The closest prior art includes Anderson (patent application publication No. 2005/0019840) and Nuzman (patent application publication No. 2011/0029962).
Anderson taught A device comprising: a template register (stream template register 2300) (e.g., see fig. 23) configured to store a stream definition template that includes a respective count for each loop of a plurality of nested loops (e.g., see paragraph 0147); and a memory unit (stream buffer)(1500) coupled to the template register and configured to couple to a memory(1510) and a processor(1520)(e.g., see fig. 15 and paragraphs 0107-0109), wherein the memory unit is configured to: receive an instruction from the processor(e.g., see paragraphs 0067,0089 and fig. 11); based on the instruction, retrieve a set of data elements from the memory (e.g., see paragraph 0106) by: generating a set of addresses for the set of data elements by traversing the plurality of nested loops according to the respective counts in the stream definition template(e.g., see paragraphs 0107-0108,0147); and retrieving the set of data elements from the memory according to the set of addresses; and provide the set of data elements to the processor(e.g., see paragraphs 0100-0102 and 0075-0079). Nuzman however taught  wherein each of the respective counts is independent of a remainder of the respective counts. (e.g., see paragraphs 0027- 0029 and fig. 3A) [Nuzman taught performing iteration of loop L1 up to an aligned memory address and then performing the loop count of iteration of loop L2 and then performing the remaining iterations of loop L1. Note the counts of L1 to the aligned memory address and the iterations of counts L2 did not depend on the remaining iterations of loop L1]. 
Anderson taught instructions executed were vector instructions (e.g., see paragraph 0064 and figs. 15,16) and transporting data to/from vector register file (e.g., see fig. 5) and therefor the paths for data provide vector data path(s). Anderson also taught streaming engine(s) coupled to CPU and memory (e.g., see paragraphs 0011, 0050) and template register (e.g., see paragraph 0147). As to the instruction(s) being stream start instruction Anderson taught “the stream instructions separately specify starting address” (e.g., see paragraph 0147)
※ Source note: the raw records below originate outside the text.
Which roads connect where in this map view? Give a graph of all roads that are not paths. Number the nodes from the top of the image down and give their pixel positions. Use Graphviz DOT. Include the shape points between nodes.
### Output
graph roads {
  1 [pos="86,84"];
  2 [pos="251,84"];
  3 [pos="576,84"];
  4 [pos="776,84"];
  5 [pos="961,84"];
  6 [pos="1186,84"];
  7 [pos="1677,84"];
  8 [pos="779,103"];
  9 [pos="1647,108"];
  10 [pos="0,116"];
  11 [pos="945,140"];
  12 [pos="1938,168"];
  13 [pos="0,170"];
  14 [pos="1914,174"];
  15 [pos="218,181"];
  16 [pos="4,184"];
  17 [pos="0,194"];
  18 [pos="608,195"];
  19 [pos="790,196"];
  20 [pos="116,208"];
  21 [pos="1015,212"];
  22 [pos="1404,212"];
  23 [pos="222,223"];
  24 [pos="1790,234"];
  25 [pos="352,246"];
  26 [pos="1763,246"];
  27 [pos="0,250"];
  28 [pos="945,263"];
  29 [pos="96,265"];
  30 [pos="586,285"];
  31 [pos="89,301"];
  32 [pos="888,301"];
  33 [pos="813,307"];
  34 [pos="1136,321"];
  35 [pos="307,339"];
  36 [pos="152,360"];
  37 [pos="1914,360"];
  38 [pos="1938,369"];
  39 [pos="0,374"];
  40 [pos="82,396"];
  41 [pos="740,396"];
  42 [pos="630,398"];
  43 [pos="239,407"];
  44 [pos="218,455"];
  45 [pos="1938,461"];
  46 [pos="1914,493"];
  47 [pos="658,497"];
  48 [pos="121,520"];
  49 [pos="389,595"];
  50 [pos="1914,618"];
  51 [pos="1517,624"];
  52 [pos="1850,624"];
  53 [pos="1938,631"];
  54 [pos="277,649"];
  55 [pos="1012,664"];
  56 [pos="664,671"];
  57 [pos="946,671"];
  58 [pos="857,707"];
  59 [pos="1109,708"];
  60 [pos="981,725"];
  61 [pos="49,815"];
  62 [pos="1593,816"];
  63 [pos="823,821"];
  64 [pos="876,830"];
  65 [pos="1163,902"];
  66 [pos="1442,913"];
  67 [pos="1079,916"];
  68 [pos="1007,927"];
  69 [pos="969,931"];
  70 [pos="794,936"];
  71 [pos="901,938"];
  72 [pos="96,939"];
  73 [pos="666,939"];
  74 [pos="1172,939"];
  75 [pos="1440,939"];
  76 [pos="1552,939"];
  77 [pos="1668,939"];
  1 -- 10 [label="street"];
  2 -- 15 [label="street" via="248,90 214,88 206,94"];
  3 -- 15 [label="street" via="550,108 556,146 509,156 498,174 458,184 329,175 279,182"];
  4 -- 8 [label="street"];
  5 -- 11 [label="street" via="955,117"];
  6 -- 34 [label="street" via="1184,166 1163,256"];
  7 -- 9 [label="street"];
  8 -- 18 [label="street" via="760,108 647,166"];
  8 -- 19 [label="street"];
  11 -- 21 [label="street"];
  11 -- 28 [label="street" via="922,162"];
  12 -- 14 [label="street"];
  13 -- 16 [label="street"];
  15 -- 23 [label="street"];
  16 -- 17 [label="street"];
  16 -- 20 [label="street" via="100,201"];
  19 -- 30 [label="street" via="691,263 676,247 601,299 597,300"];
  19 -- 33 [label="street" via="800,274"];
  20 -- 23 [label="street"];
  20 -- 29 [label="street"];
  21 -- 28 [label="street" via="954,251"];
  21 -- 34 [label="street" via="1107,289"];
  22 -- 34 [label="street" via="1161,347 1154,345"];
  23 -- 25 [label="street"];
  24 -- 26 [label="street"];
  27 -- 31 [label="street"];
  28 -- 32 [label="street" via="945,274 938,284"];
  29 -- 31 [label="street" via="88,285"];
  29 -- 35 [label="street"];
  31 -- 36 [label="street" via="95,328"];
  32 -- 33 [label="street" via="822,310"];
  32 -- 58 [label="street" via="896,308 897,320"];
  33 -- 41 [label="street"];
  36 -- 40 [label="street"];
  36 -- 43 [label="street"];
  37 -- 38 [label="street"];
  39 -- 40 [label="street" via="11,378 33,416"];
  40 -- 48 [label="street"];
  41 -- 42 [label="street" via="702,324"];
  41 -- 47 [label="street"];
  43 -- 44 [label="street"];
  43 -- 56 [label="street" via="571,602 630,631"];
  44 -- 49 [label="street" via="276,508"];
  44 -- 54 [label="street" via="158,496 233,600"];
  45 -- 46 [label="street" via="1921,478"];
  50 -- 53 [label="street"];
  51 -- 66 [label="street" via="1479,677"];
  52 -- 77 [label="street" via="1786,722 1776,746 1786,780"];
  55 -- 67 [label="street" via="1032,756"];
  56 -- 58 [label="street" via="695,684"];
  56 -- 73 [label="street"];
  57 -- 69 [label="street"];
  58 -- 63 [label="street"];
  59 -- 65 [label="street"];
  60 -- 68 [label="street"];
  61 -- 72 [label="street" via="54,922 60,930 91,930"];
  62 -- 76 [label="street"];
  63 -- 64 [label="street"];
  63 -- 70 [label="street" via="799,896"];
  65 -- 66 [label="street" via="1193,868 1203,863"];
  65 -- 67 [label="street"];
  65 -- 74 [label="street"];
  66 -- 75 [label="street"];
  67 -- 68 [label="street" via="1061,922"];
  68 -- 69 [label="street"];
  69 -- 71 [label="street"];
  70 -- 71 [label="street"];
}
 Anderson taught wherein the stream definition template includes a format field that specifies a number of bits in the template register allocated for each of the respective counts (e.g., see paragraphs 0147-0148 including Table 9 and Table 10)[the size bits for the fields for iterations provides this limitation and Anderson taught “The template... fully specifies the type of elements, length and dimension of the stream’].

 	Anderson taught wherein: a first value of the format field specifies that a first number of bits is allocated for a first count of the respective counts and a second number of bits is allocated for a second count of the respective counts; and the first number of bits is different from the second number of bits (e.g., see paragraphs 0147-0148 including Table 9 and Table 10)[the size bits field indicates the number of bits for the iteration
count(s) and the size of the size bits field for loop 0 is 32 while the size bits field for loop 3 is 8, therefore the number of bits indicated by the size bits fields are different]

Anderson taught wherein the format field further specifies a count of loops within the plurality of nested loops(e.g., see paragraph 0147)[note Anderson taught “ the streaming engine defines a four level loop nest for addressing elements” in lines 8-9 of paragraph 0147 and table 9 shows the definition fields for the format including field for iteration counts for plural loops (which, as understood, are for the nested loops)].

Anderson taught wherein the stream definition template includes a direction bit that specifies whether a first loop of the plurality of nested loops increases or decreases in address as the memory unit traversed the plurality of nested loops (e.g., see paragraph 0148 including table 10)[ the stream direction field “DIR” (0 forward direction, 1 reverse direction) in table 10 provides this limitation][ also note in paragraph 0134 Anderson taught “Each streaming engine includes a streaming address generator ... address generators output... addresses ... in a sequence defined by stream parameters’).

Anderson taught wherein each of the respective counts has a sign that indicates whether the respective loop of the plurality of nested loops increases or decrease in address as the memory unit traversed the plurality of nested loops (e.g., see paragraph 0148 including table 10)[ the stream direction field “DIR” (0 forward direction, 1 reverse direction) in table 10 provides this limitation][the 0 or 1 bit of the DIR field provide a value equivalent to a sign for the whether the loops increase of decrease].



Anderson taught wherein: the stream definition template further includes a respective loop dimension for each loop of the plurality of nested loops, wherein each of the respective loop dimensions is independent of a remainder of the respective loop dimensions; and the generating of the set of addresses by the memory unit further traverses the plurality of nested loops according to the respective loop dimensions in the stream definition template (e.g., see paragraph 0147)[note “Anderson taught “The template above fully specifies the type of elements, the length and dimensions of the stream’].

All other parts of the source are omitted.